## EXERCISE AIM
The answer is to be an exact copy of the lines below running from the line with "cairo_surface_destroy(image);" down to the line with "cairo_font_options_t *options = cairo_font_options_create();", both ends included, and nothing more.

(Stored items from a collection)
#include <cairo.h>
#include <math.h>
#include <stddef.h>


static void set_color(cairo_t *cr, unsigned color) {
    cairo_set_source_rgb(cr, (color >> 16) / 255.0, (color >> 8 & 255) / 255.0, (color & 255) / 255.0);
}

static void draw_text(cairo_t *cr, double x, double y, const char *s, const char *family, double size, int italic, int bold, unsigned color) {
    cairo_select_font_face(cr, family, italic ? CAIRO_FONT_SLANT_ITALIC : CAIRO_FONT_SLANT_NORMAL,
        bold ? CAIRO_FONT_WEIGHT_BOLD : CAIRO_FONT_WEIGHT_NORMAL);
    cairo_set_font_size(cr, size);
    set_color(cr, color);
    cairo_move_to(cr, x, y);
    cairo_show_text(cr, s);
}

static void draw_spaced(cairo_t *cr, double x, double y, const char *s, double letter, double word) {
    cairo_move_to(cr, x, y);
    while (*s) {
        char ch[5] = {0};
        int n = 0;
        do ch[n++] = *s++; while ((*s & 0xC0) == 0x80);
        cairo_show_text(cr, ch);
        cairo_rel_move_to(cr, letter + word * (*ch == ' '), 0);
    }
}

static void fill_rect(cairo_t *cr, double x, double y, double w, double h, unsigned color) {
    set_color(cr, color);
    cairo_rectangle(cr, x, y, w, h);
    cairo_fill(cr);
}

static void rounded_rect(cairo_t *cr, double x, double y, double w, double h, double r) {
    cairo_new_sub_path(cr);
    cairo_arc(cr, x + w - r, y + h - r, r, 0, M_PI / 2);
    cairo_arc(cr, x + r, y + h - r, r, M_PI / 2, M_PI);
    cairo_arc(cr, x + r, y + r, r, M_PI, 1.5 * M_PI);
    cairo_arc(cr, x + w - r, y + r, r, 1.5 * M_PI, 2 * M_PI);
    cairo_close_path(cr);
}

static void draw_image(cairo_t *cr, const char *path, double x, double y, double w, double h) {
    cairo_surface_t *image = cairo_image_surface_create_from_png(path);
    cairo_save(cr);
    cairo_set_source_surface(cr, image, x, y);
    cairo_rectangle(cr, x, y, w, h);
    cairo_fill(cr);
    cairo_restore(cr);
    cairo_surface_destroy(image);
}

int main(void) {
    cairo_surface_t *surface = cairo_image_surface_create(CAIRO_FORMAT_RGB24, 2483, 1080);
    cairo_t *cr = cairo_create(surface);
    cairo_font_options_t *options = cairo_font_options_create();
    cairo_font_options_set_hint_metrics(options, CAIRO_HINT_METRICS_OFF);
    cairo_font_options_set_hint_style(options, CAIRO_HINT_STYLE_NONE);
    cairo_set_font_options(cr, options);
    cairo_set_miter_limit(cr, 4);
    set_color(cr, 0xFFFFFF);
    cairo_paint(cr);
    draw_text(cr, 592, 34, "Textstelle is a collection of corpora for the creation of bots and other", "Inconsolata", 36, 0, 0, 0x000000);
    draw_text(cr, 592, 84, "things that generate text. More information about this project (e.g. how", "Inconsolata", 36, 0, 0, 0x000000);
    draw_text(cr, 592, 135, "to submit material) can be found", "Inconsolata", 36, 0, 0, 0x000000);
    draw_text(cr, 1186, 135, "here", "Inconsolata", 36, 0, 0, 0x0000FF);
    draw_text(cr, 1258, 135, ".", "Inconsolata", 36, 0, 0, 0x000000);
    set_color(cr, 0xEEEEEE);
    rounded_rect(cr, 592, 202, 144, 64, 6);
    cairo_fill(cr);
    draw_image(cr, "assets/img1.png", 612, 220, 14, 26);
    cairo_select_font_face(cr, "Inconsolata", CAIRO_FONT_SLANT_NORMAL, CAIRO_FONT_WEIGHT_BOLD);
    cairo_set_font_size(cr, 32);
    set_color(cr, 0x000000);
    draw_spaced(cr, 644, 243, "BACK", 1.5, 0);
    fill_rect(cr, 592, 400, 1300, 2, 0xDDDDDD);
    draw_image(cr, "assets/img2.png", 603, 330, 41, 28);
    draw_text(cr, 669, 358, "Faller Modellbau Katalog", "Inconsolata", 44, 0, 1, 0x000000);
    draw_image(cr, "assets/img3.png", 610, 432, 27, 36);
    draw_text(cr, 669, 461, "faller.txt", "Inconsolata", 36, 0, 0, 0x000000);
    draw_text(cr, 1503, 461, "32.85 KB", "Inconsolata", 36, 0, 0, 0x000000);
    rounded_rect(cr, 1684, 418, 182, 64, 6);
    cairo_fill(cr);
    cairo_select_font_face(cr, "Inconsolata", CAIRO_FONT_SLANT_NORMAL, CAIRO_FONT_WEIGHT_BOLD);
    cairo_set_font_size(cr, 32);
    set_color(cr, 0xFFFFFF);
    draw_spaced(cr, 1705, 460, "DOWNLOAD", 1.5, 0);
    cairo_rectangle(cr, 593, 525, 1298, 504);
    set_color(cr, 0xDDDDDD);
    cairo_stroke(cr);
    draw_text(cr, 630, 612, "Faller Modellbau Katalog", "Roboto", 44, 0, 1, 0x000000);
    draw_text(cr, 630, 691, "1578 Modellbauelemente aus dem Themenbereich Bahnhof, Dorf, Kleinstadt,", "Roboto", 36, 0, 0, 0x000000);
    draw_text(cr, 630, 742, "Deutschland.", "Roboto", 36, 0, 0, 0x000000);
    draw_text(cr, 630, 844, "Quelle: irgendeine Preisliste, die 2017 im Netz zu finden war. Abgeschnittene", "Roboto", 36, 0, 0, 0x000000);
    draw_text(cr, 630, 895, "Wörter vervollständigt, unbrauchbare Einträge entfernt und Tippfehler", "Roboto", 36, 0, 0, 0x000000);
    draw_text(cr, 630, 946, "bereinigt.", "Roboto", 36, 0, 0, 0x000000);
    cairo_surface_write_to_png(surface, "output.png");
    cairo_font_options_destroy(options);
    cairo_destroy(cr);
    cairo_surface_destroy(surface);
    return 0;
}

## FINISHED TASK
    cairo_surface_destroy(image);
}

int main(void) {
    cairo_surface_t *surface = cairo_image_surface_create(CAIRO_FORMAT_RGB24, 2483, 1080);
    cairo_t *cr = cairo_create(surface);
    cairo_font_options_t *options = cairo_font_options_create();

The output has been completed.